Acuerdo Mercosur-UE es «la respuesta del multilateralismo a aislamiento», dice Lula da Silva
"Ante el crecimiento del extremismo político, el Mercosur y la Unión Europea demuestran en la práctica que el multilateralismo, que tantos beneficios aportó al mundo tras la Segunda Guerra Mundial, sigue siendo actual e imprescindible", sentenció el mandatario brasileño.

En una columna de opinión, el presidente de Brasil, Luiz Inácio Lula da Silva, celebró la firma del acuerdo entre el Mercosur y la Unión Europea, presentándolo como un antídoto frente a la ola de proteccionismo y unilateralismo, y una reafirmación de la cooperación internacional como camino para el desarrollo.
El mandatario brasileño subrayó que este logro es fruto de la voluntad política de ambos bloques de priorizar el diálogo y los intereses comunes. «La firma de este acuerdo solo es posible porque el Mercosur y la Unión Europea comprendieron que juntos tenían mucho más que ganar que por separado y optaron por dialogar en condiciones de respeto e igualdad», escribió Lula. Y añadió: «A pesar de visiones distintas, los bloques encontraron puntos de convergencia, demostrando que la cooperación es mucho más ventajosa y eficaz que la intimidación y el conflicto».
No obstante, Lula advirtió que la rúbrica del pacto es solo el comienzo de un proceso que exigirá agilidad y transparencia. «Mañana comienza una nueva etapa de exigencia para la implementación ágil y transparente de lo acordado», afirmó, estableciendo un criterio concreto para medir el éxito: «El verdadero éxito del acuerdo se medirá por la rapidez con la que sus beneficios lleguen a las estantes de los supermercados, al campo, a las fábricas y a los bolsillos de los ciudadanos».

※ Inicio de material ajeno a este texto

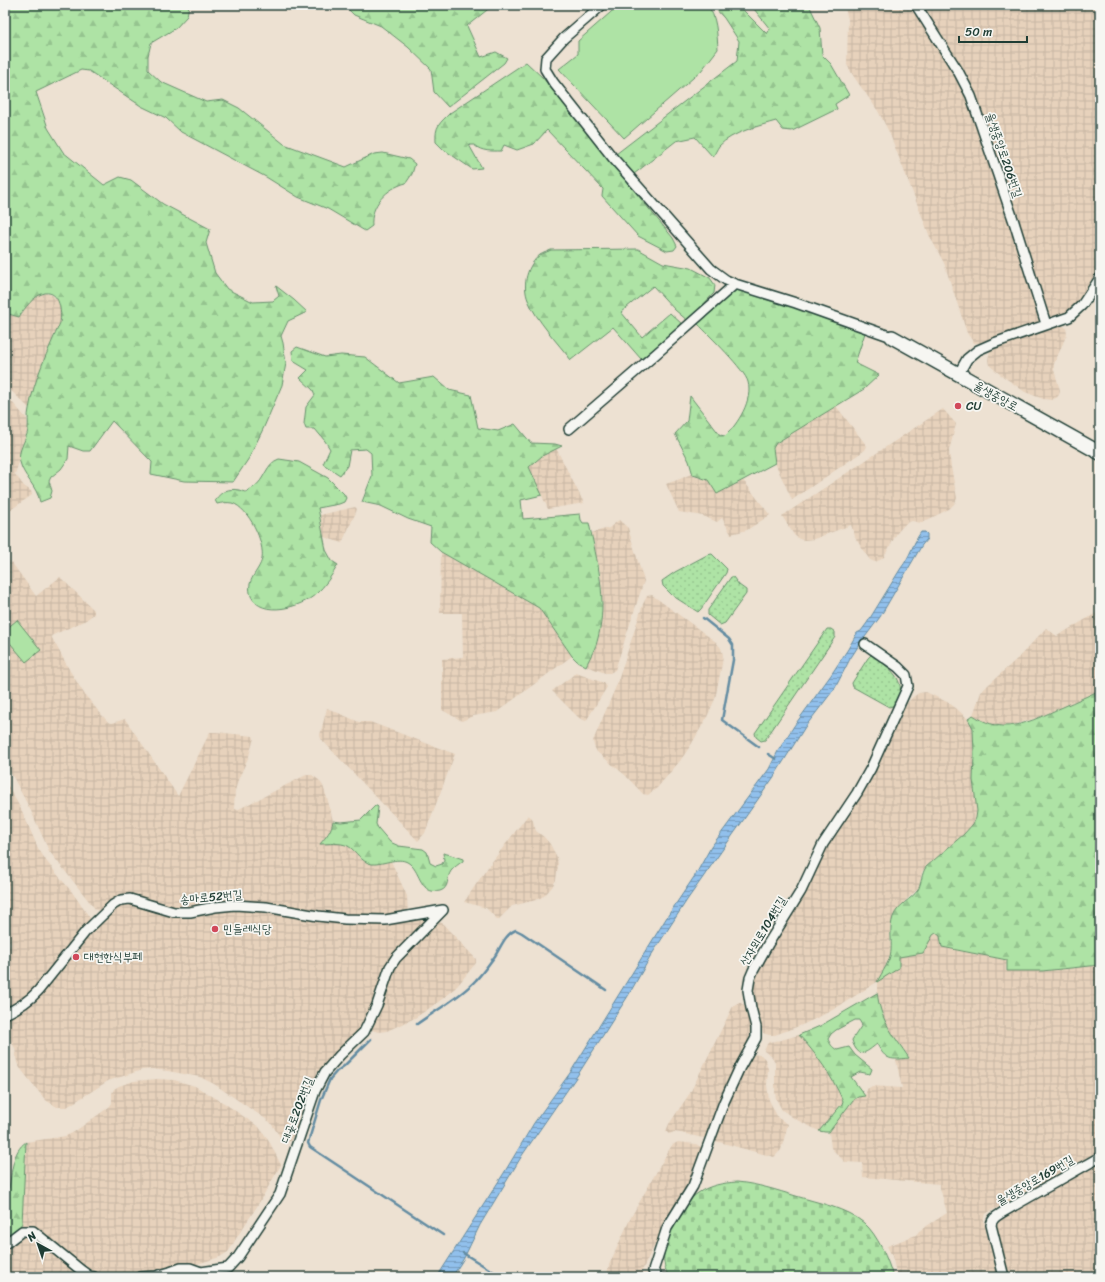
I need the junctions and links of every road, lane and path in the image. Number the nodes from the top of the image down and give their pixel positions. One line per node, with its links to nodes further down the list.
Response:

En su análisis, el presidente detalló el amplio espectro de beneficiarios en ambas regiones. «Numerosos sectores de ambas regiones se beneficiarán, desde la bioeconomía hasta la industria de alta tecnología, y desde los pequeños y medianos agricultores hasta las pequeñas, medianas y grandes empresas», señaló. Este beneficio, según su visión, será doble: «Los consumidores europeos y sudamericanos tendrán acceso a una mayor diversidad de productos y a precios más bajos, mientras que los productores accederán a nuevos mercados».
Más allá del aspecto comercial, Lula enfatizó la dimensión política y estratégica del acuerdo, destacando los lazos históricos y los valores compartidos. «Además de los beneficios comerciales y económicos, el acuerdo acerca aún más a socios unidos por lazos históricos, así como por una vocación democrática y multilateral compartida». Para él, esta unión responde a una necesidad global: «La interdependencia es una necesidad y una realidad. Solo el trabajo conjunto entre Estados y bloques puede promover la paz, prevenir atrocidades y hacer frente a los peores efectos del cambio climático».
Frente al contexto internacional actual, el líder brasileño posicionó el acuerdo como un modelo alternativo de gobernanza. «En un contexto de creciente proteccionismo y unilateralismo, este acuerdo demuestra que es posible una gobernanza mundial más activa, representativa, inclusiva y justa». Estos principios, afirmó, son los mismos que impulsan la búsqueda de «instituciones multilaterales renovadas, como la reforma de la Organización Mundial del Comercio y del Consejo de Seguridad de la ONU».